**How to complete this task:**
Restate all of the data precisely, omitting nothing.
------ Material provided ------
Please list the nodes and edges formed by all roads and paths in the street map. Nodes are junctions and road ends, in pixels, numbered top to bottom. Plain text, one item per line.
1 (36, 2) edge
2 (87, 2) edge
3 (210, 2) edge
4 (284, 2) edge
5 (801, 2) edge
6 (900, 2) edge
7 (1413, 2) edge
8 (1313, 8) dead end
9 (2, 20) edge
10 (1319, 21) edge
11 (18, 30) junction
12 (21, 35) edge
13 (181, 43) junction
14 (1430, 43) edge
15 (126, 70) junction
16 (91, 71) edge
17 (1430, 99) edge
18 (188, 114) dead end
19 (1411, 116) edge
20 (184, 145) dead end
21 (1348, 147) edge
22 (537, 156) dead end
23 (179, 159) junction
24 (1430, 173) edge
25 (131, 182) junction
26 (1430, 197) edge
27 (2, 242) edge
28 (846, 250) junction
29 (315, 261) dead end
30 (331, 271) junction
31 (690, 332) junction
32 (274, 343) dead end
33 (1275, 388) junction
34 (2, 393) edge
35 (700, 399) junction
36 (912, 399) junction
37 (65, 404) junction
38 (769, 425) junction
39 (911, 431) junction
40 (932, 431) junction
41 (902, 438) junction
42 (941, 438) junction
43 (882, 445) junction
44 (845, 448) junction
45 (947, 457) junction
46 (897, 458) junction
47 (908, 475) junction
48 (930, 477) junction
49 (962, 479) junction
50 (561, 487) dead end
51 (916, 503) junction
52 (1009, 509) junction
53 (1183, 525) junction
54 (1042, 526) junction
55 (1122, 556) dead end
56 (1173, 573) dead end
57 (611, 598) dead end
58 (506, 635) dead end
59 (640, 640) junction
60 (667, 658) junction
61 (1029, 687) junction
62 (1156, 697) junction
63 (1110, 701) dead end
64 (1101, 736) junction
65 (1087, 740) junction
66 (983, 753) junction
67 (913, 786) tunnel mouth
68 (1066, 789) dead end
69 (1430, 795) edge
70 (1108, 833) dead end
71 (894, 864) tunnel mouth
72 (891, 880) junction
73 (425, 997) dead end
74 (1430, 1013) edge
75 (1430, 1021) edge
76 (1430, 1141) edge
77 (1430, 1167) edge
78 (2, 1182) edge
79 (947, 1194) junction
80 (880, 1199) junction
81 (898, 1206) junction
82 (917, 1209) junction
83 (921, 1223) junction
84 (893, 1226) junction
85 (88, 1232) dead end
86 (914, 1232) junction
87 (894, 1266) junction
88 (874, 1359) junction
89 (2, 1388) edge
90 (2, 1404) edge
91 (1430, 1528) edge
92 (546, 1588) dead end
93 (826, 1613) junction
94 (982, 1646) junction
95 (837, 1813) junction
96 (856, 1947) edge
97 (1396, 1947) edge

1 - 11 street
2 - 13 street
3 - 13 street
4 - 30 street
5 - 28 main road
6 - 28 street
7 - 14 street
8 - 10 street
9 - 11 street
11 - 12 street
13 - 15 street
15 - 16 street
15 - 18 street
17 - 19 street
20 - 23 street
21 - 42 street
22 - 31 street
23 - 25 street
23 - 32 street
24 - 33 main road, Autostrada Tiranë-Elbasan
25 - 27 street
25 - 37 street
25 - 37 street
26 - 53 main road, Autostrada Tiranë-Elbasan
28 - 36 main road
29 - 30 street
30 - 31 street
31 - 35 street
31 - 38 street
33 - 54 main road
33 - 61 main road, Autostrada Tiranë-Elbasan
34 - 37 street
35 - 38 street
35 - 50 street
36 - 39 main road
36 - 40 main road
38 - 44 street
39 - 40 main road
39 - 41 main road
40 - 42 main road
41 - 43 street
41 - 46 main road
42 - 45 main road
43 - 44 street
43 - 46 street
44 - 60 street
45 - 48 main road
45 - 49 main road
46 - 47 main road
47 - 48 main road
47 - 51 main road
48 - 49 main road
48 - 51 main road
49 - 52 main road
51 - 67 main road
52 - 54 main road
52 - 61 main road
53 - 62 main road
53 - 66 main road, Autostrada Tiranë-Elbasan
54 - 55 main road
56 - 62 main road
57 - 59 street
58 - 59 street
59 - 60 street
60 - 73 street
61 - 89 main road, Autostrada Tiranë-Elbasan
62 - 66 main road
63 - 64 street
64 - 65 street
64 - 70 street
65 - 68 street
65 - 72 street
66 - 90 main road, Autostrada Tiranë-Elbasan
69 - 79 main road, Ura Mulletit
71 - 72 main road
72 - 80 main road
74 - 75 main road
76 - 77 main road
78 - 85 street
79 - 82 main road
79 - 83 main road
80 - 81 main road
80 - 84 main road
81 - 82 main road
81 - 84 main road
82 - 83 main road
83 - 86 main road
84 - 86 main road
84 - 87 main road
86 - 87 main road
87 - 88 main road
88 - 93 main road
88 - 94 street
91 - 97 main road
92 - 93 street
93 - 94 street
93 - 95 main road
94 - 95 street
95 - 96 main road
------
**Solution for this task:**
Please list the nodes and edges formed by all roads and paths in the street map. Nodes are junctions and road ends, in pixels, numbered top to bottom. Plain text, one item per line.
1 (36, 2) edge
2 (87, 2) edge
3 (210, 2) edge
4 (284, 2) edge
5 (801, 2) edge
6 (900, 2) edge
7 (1413, 2) edge
8 (1313, 8) dead end
9 (2, 20) edge
10 (1319, 21) edge
11 (18, 30) junction
12 (21, 35) edge
13 (181, 43) junction
14 (1430, 43) edge
15 (126, 70) junction
16 (91, 71) edge
17 (1430, 99) edge
18 (188, 114) dead end
19 (1411, 116) edge
20 (184, 145) dead end
21 (1348, 147) edge
22 (537, 156) dead end
23 (179, 159) junction
24 (1430, 173) edge
25 (131, 182) junction
26 (1430, 197) edge
27 (2, 242) edge
28 (846, 250) junction
29 (315, 261) dead end
30 (331, 271) junction
31 (690, 332) junction
32 (274, 343) dead end
33 (1275, 388) junction
34 (2, 393) edge
35 (700, 399) junction
36 (912, 399) junction
37 (65, 404) junction
38 (769, 425) junction
39 (911, 431) junction
40 (932, 431) junction
41 (902, 438) junction
42 (941, 438) junction
43 (882, 445) junction
44 (845, 448) junction
45 (947, 457) junction
46 (897, 458) junction
47 (908, 475) junction
48 (930, 477) junction
49 (962, 479) junction
50 (561, 487) dead end
51 (916, 503) junction
52 (1009, 509) junction
53 (1183, 525) junction
54 (1042, 526) junction
55 (1122, 556) dead end
56 (1173, 573) dead end
57 (611, 598) dead end
58 (506, 635) dead end
59 (640, 640) junction
60 (667, 658) junction
61 (1029, 687) junction
62 (1156, 697) junction
63 (1110, 701) dead end
64 (1101, 736) junction
65 (1087, 740) junction
66 (983, 753) junction
67 (913, 786) tunnel mouth
68 (1066, 789) dead end
69 (1430, 795) edge
70 (1108, 833) dead end
71 (894, 864) tunnel mouth
72 (891, 880) junction
73 (425, 997) dead end
74 (1430, 1013) edge
75 (1430, 1021) edge
76 (1430, 1141) edge
77 (1430, 1167) edge
78 (2, 1182) edge
79 (947, 1194) junction
80 (880, 1199) junction
81 (898, 1206) junction
82 (917, 1209) junction
83 (921, 1223) junction
84 (893, 1226) junction
85 (88, 1232) dead end
86 (914, 1232) junction
87 (894, 1266) junction
88 (874, 1359) junction
89 (2, 1388) edge
90 (2, 1404) edge
91 (1430, 1528) edge
92 (546, 1588) dead end
93 (826, 1613) junction
94 (982, 1646) junction
95 (837, 1813) junction
96 (856, 1947) edge
97 (1396, 1947) edge

1 - 11 street
2 - 13 street
3 - 13 street
4 - 30 street
5 - 28 main road
6 - 28 street
7 - 14 street
8 - 10 street
9 - 11 street
11 - 12 street
13 - 15 street
15 - 16 street
15 - 18 street
17 - 19 street
20 - 23 street
21 - 42 street
22 - 31 street
23 - 25 street
23 - 32 street
24 - 33 main road, Autostrada Tiranë-Elbasan
25 - 27 street
25 - 37 street
25 - 37 street
26 - 53 main road, Autostrada Tiranë-Elbasan
28 - 36 main road
29 - 30 street
30 - 31 street
31 - 35 street
31 - 38 street
33 - 54 main road
33 - 61 main road, Autostrada Tiranë-Elbasan
34 - 37 street
35 - 38 street
35 - 50 street
36 - 39 main road
36 - 40 main road
38 - 44 street
39 - 40 main road
39 - 41 main road
40 - 42 main road
41 - 43 street
41 - 46 main road
42 - 45 main road
43 - 44 street
43 - 46 street
44 - 60 street
45 - 48 main road
45 - 49 main road
46 - 47 main road
47 - 48 main road
47 - 51 main road
48 - 49 main road
48 - 51 main road
49 - 52 main road
51 - 67 main road
52 - 54 main road
52 - 61 main road
53 - 62 main road
53 - 66 main road, Autostrada Tiranë-Elbasan
54 - 55 main road
56 - 62 main road
57 - 59 street
58 - 59 street
59 - 60 street
60 - 73 street
61 - 89 main road, Autostrada Tiranë-Elbasan
62 - 66 main road
63 - 64 street
64 - 65 street
64 - 70 street
65 - 68 street
65 - 72 street
66 - 90 main road, Autostrada Tiranë-Elbasan
69 - 79 main road, Ura Mulletit
71 - 72 main road
72 - 80 main road
74 - 75 main road
76 - 77 main road
78 - 85 street
79 - 82 main road
79 - 83 main road
80 - 81 main road
80 - 84 main road
81 - 82 main road
81 - 84 main road
82 - 83 main road
83 - 86 main road
84 - 86 main road
84 - 87 main road
86 - 87 main road
87 - 88 main road
88 - 93 main road
88 - 94 street
91 - 97 main road
92 - 93 street
93 - 94 street
93 - 95 main road
94 - 95 street
95 - 96 main road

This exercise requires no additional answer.